▶ [TASK REQUIREMENTS] Each record is to be duplicated exactly, with nothing added.
★ ★ ★
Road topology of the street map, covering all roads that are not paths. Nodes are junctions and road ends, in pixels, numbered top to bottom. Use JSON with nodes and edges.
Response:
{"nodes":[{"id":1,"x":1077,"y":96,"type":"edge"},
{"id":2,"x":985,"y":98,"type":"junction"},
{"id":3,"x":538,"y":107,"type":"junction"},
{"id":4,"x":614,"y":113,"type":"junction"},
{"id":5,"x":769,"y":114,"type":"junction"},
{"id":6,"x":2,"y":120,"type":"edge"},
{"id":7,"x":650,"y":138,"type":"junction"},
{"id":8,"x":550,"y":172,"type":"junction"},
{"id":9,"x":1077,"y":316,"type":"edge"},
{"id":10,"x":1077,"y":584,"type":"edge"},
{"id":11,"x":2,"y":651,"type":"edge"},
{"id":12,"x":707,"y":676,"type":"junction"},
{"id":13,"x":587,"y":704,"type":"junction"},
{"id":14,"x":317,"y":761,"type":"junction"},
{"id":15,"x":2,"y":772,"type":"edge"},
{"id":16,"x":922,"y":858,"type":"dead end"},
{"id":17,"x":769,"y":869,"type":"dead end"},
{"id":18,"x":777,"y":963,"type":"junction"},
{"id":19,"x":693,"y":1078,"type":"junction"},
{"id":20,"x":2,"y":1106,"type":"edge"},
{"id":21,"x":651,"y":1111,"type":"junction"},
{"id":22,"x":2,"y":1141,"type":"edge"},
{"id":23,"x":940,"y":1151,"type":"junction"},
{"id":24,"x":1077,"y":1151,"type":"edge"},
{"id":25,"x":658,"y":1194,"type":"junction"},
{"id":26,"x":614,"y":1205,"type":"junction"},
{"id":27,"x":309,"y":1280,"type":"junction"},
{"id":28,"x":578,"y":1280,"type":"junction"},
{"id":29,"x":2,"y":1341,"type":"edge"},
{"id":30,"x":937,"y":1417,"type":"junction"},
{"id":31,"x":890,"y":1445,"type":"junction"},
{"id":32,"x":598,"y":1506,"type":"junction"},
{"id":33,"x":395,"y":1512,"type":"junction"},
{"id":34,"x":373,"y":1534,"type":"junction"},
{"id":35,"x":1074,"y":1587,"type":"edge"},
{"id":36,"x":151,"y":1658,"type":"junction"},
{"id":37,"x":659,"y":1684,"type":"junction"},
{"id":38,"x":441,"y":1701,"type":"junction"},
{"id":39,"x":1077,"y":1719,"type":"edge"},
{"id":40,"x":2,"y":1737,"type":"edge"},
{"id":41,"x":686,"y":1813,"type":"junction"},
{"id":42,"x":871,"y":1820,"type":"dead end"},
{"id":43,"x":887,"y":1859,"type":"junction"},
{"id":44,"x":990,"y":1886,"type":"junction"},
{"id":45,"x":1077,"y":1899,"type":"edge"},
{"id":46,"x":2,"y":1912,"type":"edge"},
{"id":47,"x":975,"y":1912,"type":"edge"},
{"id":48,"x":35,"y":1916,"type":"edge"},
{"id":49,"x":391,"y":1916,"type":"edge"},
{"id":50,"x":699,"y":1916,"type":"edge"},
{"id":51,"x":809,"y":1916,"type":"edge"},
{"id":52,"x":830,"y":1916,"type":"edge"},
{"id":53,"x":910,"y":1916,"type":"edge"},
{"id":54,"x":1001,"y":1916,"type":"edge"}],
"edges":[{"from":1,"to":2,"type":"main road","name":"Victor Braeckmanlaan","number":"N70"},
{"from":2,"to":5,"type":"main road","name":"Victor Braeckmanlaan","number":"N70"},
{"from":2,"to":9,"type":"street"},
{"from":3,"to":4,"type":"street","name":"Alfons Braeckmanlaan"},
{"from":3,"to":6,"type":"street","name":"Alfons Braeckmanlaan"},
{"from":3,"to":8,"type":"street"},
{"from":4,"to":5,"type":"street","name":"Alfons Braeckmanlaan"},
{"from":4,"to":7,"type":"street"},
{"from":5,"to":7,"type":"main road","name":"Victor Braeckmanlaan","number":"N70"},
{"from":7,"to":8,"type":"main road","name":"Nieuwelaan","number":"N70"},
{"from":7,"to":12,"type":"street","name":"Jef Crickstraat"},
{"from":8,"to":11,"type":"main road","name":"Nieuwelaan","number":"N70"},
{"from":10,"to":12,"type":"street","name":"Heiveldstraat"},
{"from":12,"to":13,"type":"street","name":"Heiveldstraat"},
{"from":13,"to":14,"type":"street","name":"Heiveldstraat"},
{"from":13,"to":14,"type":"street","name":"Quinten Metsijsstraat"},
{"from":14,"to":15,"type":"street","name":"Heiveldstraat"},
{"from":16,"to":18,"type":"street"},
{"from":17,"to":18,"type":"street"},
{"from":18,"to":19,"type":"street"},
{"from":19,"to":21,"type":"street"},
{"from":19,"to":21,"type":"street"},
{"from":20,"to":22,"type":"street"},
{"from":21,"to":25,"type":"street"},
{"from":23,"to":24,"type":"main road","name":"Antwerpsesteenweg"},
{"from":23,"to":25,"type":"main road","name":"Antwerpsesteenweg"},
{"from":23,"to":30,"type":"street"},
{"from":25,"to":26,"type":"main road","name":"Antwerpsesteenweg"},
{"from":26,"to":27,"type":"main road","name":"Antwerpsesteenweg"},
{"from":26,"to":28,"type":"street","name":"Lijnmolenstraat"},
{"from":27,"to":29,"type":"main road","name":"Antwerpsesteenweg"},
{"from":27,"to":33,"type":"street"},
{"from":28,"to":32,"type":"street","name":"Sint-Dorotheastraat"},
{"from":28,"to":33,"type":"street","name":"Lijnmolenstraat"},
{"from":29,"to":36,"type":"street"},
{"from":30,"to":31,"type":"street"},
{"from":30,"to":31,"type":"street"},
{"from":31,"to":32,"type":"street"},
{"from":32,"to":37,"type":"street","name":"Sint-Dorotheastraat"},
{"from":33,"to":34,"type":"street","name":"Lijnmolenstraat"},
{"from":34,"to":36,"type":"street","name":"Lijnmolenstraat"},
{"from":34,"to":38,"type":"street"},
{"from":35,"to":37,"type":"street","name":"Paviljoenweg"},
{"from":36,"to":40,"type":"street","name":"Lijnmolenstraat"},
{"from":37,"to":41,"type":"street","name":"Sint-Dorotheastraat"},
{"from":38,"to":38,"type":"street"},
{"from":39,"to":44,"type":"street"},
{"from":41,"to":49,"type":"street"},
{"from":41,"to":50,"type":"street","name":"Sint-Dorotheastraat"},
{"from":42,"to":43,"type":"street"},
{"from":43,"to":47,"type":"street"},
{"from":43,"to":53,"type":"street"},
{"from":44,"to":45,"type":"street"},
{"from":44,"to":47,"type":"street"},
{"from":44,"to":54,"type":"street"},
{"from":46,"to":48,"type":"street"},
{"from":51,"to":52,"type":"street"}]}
★ ★ ★
▶ [RESULT OF THE TASK]
Road topology of the street map, covering all roads that are not paths. Nodes are junctions and road ends, in pixels, numbered top to bottom. Use JSON with nodes and edges.
Response:
{"nodes":[{"id":1,"x":1077,"y":96,"type":"edge"},
{"id":2,"x":985,"y":98,"type":"junction"},
{"id":3,"x":538,"y":107,"type":"junction"},
{"id":4,"x":614,"y":113,"type":"junction"},
{"id":5,"x":769,"y":114,"type":"junction"},
{"id":6,"x":2,"y":120,"type":"edge"},
{"id":7,"x":650,"y":138,"type":"junction"},
{"id":8,"x":550,"y":172,"type":"junction"},
{"id":9,"x":1077,"y":316,"type":"edge"},
{"id":10,"x":1077,"y":584,"type":"edge"},
{"id":11,"x":2,"y":651,"type":"edge"},
{"id":12,"x":707,"y":676,"type":"junction"},
{"id":13,"x":587,"y":704,"type":"junction"},
{"id":14,"x":317,"y":761,"type":"junction"},
{"id":15,"x":2,"y":772,"type":"edge"},
{"id":16,"x":922,"y":858,"type":"dead end"},
{"id":17,"x":769,"y":869,"type":"dead end"},
{"id":18,"x":777,"y":963,"type":"junction"},
{"id":19,"x":693,"y":1078,"type":"junction"},
{"id":20,"x":2,"y":1106,"type":"edge"},
{"id":21,"x":651,"y":1111,"type":"junction"},
{"id":22,"x":2,"y":1141,"type":"edge"},
{"id":23,"x":940,"y":1151,"type":"junction"},
{"id":24,"x":1077,"y":1151,"type":"edge"},
{"id":25,"x":658,"y":1194,"type":"junction"},
{"id":26,"x":614,"y":1205,"type":"junction"},
{"id":27,"x":309,"y":1280,"type":"junction"},
{"id":28,"x":578,"y":1280,"type":"junction"},
{"id":29,"x":2,"y":1341,"type":"edge"},
{"id":30,"x":937,"y":1417,"type":"junction"},
{"id":31,"x":890,"y":1445,"type":"junction"},
{"id":32,"x":598,"y":1506,"type":"junction"},
{"id":33,"x":395,"y":1512,"type":"junction"},
{"id":34,"x":373,"y":1534,"type":"junction"},
{"id":35,"x":1074,"y":1587,"type":"edge"},
{"id":36,"x":151,"y":1658,"type":"junction"},
{"id":37,"x":659,"y":1684,"type":"junction"},
{"id":38,"x":441,"y":1701,"type":"junction"},
{"id":39,"x":1077,"y":1719,"type":"edge"},
{"id":40,"x":2,"y":1737,"type":"edge"},
{"id":41,"x":686,"y":1813,"type":"junction"},
{"id":42,"x":871,"y":1820,"type":"dead end"},
{"id":43,"x":887,"y":1859,"type":"junction"},
{"id":44,"x":990,"y":1886,"type":"junction"},
{"id":45,"x":1077,"y":1899,"type":"edge"},
{"id":46,"x":2,"y":1912,"type":"edge"},
{"id":47,"x":975,"y":1912,"type":"edge"},
{"id":48,"x":35,"y":1916,"type":"edge"},
{"id":49,"x":391,"y":1916,"type":"edge"},
{"id":50,"x":699,"y":1916,"type":"edge"},
{"id":51,"x":809,"y":1916,"type":"edge"},
{"id":52,"x":830,"y":1916,"type":"edge"},
{"id":53,"x":910,"y":1916,"type":"edge"},
{"id":54,"x":1001,"y":1916,"type":"edge"}],
"edges":[{"from":1,"to":2,"type":"main road","name":"Victor Braeckmanlaan","number":"N70"},
{"from":2,"to":5,"type":"main road","name":"Victor Braeckmanlaan","number":"N70"},
{"from":2,"to":9,"type":"street"},
{"from":3,"to":4,"type":"street","name":"Alfons Braeckmanlaan"},
{"from":3,"to":6,"type":"street","name":"Alfons Braeckmanlaan"},
{"from":3,"to":8,"type":"street"},
{"from":4,"to":5,"type":"street","name":"Alfons Braeckmanlaan"},
{"from":4,"to":7,"type":"street"},
{"from":5,"to":7,"type":"main road","name":"Victor Braeckmanlaan","number":"N70"},
{"from":7,"to":8,"type":"main road","name":"Nieuwelaan","number":"N70"},
{"from":7,"to":12,"type":"street","name":"Jef Crickstraat"},
{"from":8,"to":11,"type":"main road","name":"Nieuwelaan","number":"N70"},
{"from":10,"to":12,"type":"street","name":"Heiveldstraat"},
{"from":12,"to":13,"type":"street","name":"Heiveldstraat"},
{"from":13,"to":14,"type":"street","name":"Heiveldstraat"},
{"from":13,"to":14,"type":"street","name":"Quinten Metsijsstraat"},
{"from":14,"to":15,"type":"street","name":"Heiveldstraat"},
{"from":16,"to":18,"type":"street"},
{"from":17,"to":18,"type":"street"},
{"from":18,"to":19,"type":"street"},
{"from":19,"to":21,"type":"street"},
{"from":19,"to":21,"type":"street"},
{"from":20,"to":22,"type":"street"},
{"from":21,"to":25,"type":"street"},
{"from":23,"to":24,"type":"main road","name":"Antwerpsesteenweg"},
{"from":23,"to":25,"type":"main road","name":"Antwerpsesteenweg"},
{"from":23,"to":30,"type":"street"},
{"from":25,"to":26,"type":"main road","name":"Antwerpsesteenweg"},
{"from":26,"to":27,"type":"main road","name":"Antwerpsesteenweg"},
{"from":26,"to":28,"type":"street","name":"Lijnmolenstraat"},
{"from":27,"to":29,"type":"main road","name":"Antwerpsesteenweg"},
{"from":27,"to":33,"type":"street"},
{"from":28,"to":32,"type":"street","name":"Sint-Dorotheastraat"},
{"from":28,"to":33,"type":"street","name":"Lijnmolenstraat"},
{"from":29,"to":36,"type":"street"},
{"from":30,"to":31,"type":"street"},
{"from":30,"to":31,"type":"street"},
{"from":31,"to":32,"type":"street"},
{"from":32,"to":37,"type":"street","name":"Sint-Dorotheastraat"},
{"from":33,"to":34,"type":"street","name":"Lijnmolenstraat"},
{"from":34,"to":36,"type":"street","name":"Lijnmolenstraat"},
{"from":34,"to":38,"type":"street"},
{"from":35,"to":37,"type":"street","name":"Paviljoenweg"},
{"from":36,"to":40,"type":"street","name":"Lijnmolenstraat"},
{"from":37,"to":41,"type":"street","name":"Sint-Dorotheastraat"},
{"from":38,"to":38,"type":"street"},
{"from":39,"to":44,"type":"street"},
{"from":41,"to":49,"type":"street"},
{"from":41,"to":50,"type":"street","name":"Sint-Dorotheastraat"},
{"from":42,"to":43,"type":"street"},
{"from":43,"to":47,"type":"street"},
{"from":43,"to":53,"type":"street"},
{"from":44,"to":45,"type":"street"},
{"from":44,"to":47,"type":"street"},
{"from":44,"to":54,"type":"street"},
{"from":46,"to":48,"type":"street"},
{"from":51,"to":52,"type":"street"}]}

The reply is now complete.